**The problem**
Look through the records and copy each line with the string "Joaquim" in it.

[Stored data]

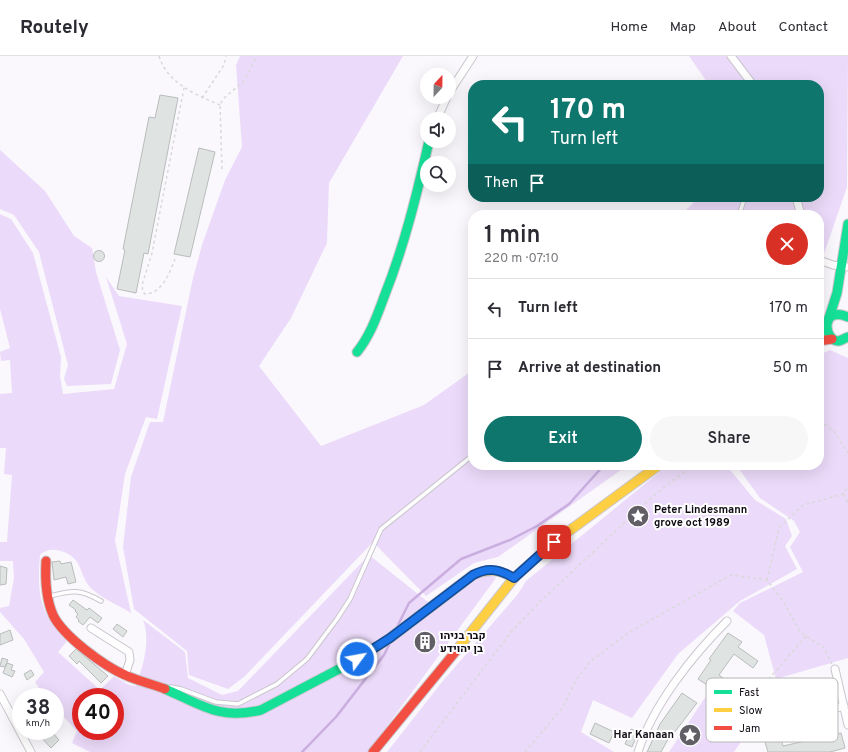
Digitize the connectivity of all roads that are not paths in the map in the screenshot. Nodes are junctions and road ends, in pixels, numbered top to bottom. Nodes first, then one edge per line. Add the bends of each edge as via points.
1 (473, 56) edge
2 (731, 56) edge
3 (749, 80) edge
4 (456, 82) edge
5 (427, 148) edge
6 (848, 224) edge
7 (824, 261) edge
8 (845, 267) edge
9 (838, 286) junction
10 (847, 316) edge
11 (827, 322) junction
12 (824, 326) edge
13 (848, 338) edge
14 (835, 340) junction
15 (824, 341) edge
16 (848, 347) edge
17 (357, 352) dead end
18 (468, 459) edge
19 (652, 470) edge
20 (46, 561) dead end
21 (514, 578) junction
22 (49, 597) junction
23 (102, 601) dead end
24 (727, 622) dead end
25 (91, 628) dead end
26 (835, 669) road end
27 (125, 675) junction
28 (837, 678) edge
29 (838, 681) edge
30 (160, 686) junction
31 (0, 694) edge
32 (844, 706) junction
33 (838, 708) edge
34 (848, 725) edge
35 (31, 752) edge
36 (373, 752) edge
37 (638, 752) edge

1 - 4 street
2 - 3 street
5 - 17 street via 413,208 388,288 365,342
6 - 8 street
7 - 8 street
8 - 9 street
9 - 10 street via 840,304
9 - 11 street
10 - 11 street via 837,314
11 - 12 street
11 - 14 street via 827,332
13 - 14 street
14 - 15 street
14 - 16 street
18 - 30 lane via 382,529 350,599 337,619 307,659 277,684 238,704 216,702 181,689
19 - 21 street via 554,542
20 - 22 street
21 - 30 street via 500,571 482,570 370,652 261,710 250,713 223,713 196,705
21 - 36 street
22 - 23 lane via 70,590 80,591
22 - 27 street via 53,613 64,629 113,669
24 - 37 street via 707,641 661,704
25 - 27 street via 130,652
26 - 28 street
27 - 30 street
29 - 32 street
31 - 35 street
32 - 33 street
32 - 34 street

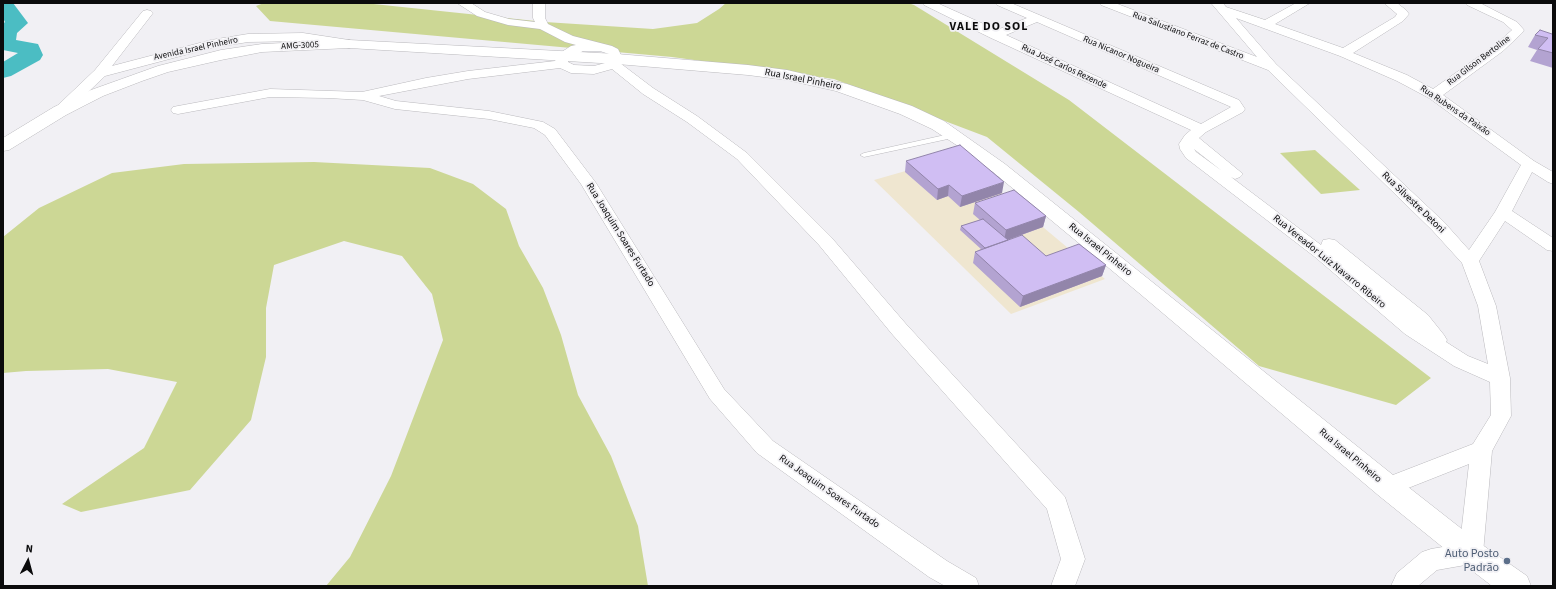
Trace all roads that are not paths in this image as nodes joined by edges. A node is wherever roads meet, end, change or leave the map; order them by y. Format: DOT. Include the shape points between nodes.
graph roads {
  1 [pos="463,3"];
  2 [pos="539,3"];
  3 [pos="928,3"];
  4 [pos="1001,3"];
  5 [pos="1105,3"];
  6 [pos="1207,3"];
  7 [pos="1304,3"];
  8 [pos="1390,3"];
  9 [pos="1471,3"];
  10 [pos="1221,6"];
  11 [pos="147,13"];
  12 [pos="1035,19"];
  13 [pos="1264,25"];
  14 [pos="543,26"];
  15 [pos="995,35"];
  16 [pos="349,44"];
  17 [pos="592,47"];
  18 [pos="1344,53"];
  19 [pos="563,60"];
  20 [pos="615,61"];
  21 [pos="1272,67"];
  22 [pos="100,73"];
  23 [pos="1434,95"];
  24 [pos="364,96"];
  25 [pos="60,110"];
  26 [pos="178,110"];
  27 [pos="1196,134"];
  28 [pos="954,135"];
  29 [pos="3,146"];
  30 [pos="864,155"];
  31 [pos="1529,164"];
  32 [pos="1553,179"];
  33 [pos="1503,212"];
  34 [pos="1553,246"];
  35 [pos="1470,261"];
  36 [pos="1500,378"];
  37 [pos="1481,450"];
  38 [pos="1388,487"];
  39 [pos="1471,552"];
  40 [pos="967,586"];
  41 [pos="1063,586"];
  42 [pos="1403,586"];
  43 [pos="1516,586"];
  1 -- 14 [label="street" via="481,14 494,18"];
  2 -- 14 [label="street" via="538,18"];
  3 -- 15 [label="street, Rua José Carlos Rezende"];
  4 -- 12 [label="street, Rua Nicanor Nogueira"];
  5 -- 21 [label="street, Rua Salustiano Ferraz de Castro"];
  6 -- 10 [label="street, Rua Rubens da Paixão"];
  7 -- 13 [label="street"];
  8 -- 18 [label="street" via="1403,14"];
  9 -- 23 [label="street, Rua Gilson Bertoline" via="1508,20 1518,30 1499,48"];
  10 -- 13 [label="street, Rua Rubens da Paixão"];
  10 -- 21 [label="street, Rua Silvestre Detoni"];
  11 -- 22 [label="street"];
  12 -- 15 [label="street"];
  12 -- 27 [label="street, Rua Nicanor Nogueira" via="1237,106 1238,109"];
  13 -- 18 [label="street, Rua Rubens da Paixão"];
  14 -- 17 [label="street"];
  15 -- 27 [label="street, Rua José Carlos Rezende"];
  16 -- 19 [label="main road, AMG-3005"];
  16 -- 22 [label="street, Avenida Israel Pinheiro" via="303,37 248,38 211,44"];
  16 -- 25 [label="main road, AMG-3005" via="262,48 194,61 136,78"];
  17 -- 19 [label="street" via="575,49"];
  17 -- 20 [label="street" via="614,52"];
  18 -- 23 [label="street, Rua Rubens da Paixão" via="1396,75"];
  19 -- 20 [label="main road, AMG-3005"];
  19 -- 24 [label="street" via="426,82"];
  20 -- 28 [label="main road, Rua Israel Pinheiro" via="748,70 820,82 906,110"];
  20 -- 41 [label="street" via="648,91 742,156 825,241 899,329 1057,504 1074,559"];
  21 -- 35 [label="street, Rua Silvestre Detoni" via="1438,226"];
  22 -- 25 [label="street, Avenida Israel Pinheiro"];
  23 -- 31 [label="street, Rua Rubens da Paixão"];
  24 -- 26 [label="street, Rua Joaquim Soares Furtado" via="270,93"];
  24 -- 40 [label="street, Rua Joaquim Soares Furtado" via="395,105 524,121 550,132 588,183 717,394 765,447 938,569"];
  25 -- 29 [label="main road, AMG-3005"];
  27 -- 36 [label="street, Rua Vereador Luiz Navarro Ribeiro" via="1186,144 1191,155 1321,253 1412,329 1461,361"];
  28 -- 30 [label="lane"];
  28 -- 38 [label="main road, Rua Israel Pinheiro" via="1016,182"];
  31 -- 32 [label="street, Rua Rubens da Paixão"];
  31 -- 33 [label="street"];
  33 -- 34 [label="street"];
  33 -- 35 [label="street"];
  35 -- 36 [label="street, Rua Silvestre Detoni" via="1487,306"];
  36 -- 37 [label="street, Rua Silvestre Detoni" via="1501,416"];
  37 -- 38 [label="street"];
  37 -- 39 [label="street, Rua Silvestre Detoni"];
  38 -- 39 [label="main road, Rua Israel Pinheiro"];
  39 -- 42 [label="street" via="1431,560"];
  39 -- 43 [label="main road, Rua Israel Pinheiro"];
}
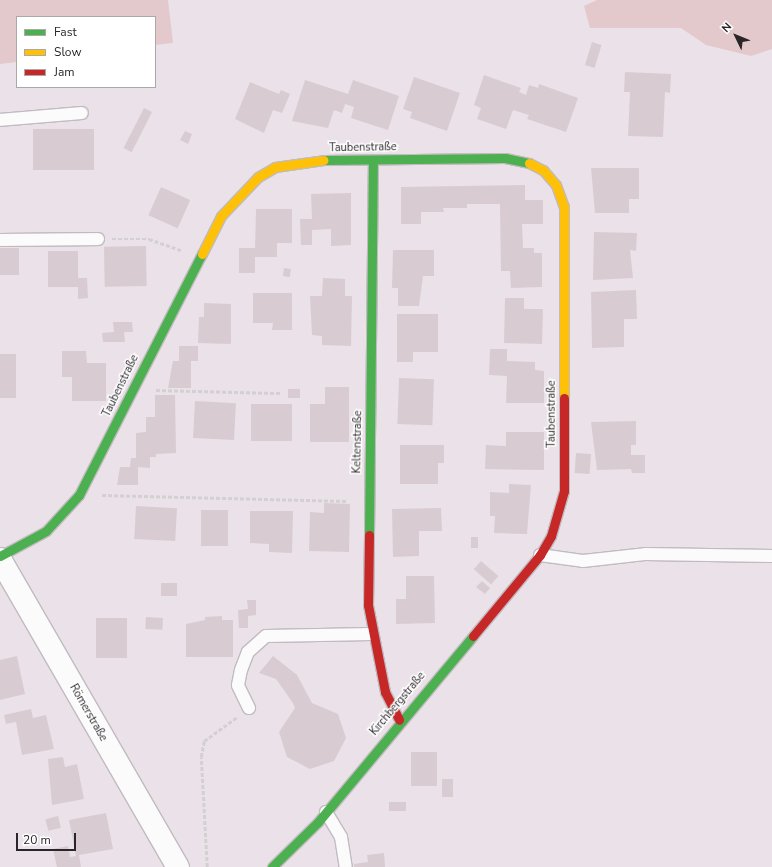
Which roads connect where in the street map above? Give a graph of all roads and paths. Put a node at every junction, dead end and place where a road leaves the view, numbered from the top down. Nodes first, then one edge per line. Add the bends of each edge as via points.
1 (82, 113) dead end
2 (0, 120) edge
3 (373, 160) junction
4 (98, 239) joint
5 (0, 240) edge
6 (198, 258) junction
7 (157, 390) dead end
8 (280, 393) dead end
9 (79, 495) junction
10 (369, 502) junction
11 (540, 555) junction
12 (772, 556) edge
13 (0, 558) edge
14 (371, 634) junction
15 (249, 708) joint
16 (399, 720) junction
17 (326, 812) junction
18 (178, 867) edge
19 (207, 867) edge
20 (272, 867) edge
21 (346, 867) edge

1 - 2 lane
3 - 6 street, Taubenstraße via 293,162 258,176 221,216
3 - 10 street, Keltenstraße
3 - 11 street, Taubenstraße via 522,160 542,170 556,185 564,207 564,491 551,536
4 - 5 lane
4 - 6 path via 165,242
6 - 9 street, Taubenstraße
7 - 8 path
9 - 10 path
9 - 13 street, Taubenstraße via 46,531
10 - 14 street, Keltenstraße
11 - 12 lane via 583,561 645,554
11 - 16 street, Kirchbergstraße
13 - 18 street, Römerstraße
14 - 15 lane via 266,636 248,652 241,670 238,685 241,698
14 - 16 street, Keltenstraße via 385,692
15 - 19 path via 212,732 204,741 201,757
16 - 17 street, Kirchbergstraße
17 - 20 street, Kirchbergstraße via 296,847
17 - 21 lane via 341,837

**Expected answer**
  24 -- 26 [label="street, Rua Joaquim Soares Furtado" via="270,93"];
  24 -- 40 [label="street, Rua Joaquim Soares Furtado" via="395,105 524,121 550,132 588,183 717,394 765,447 938,569"];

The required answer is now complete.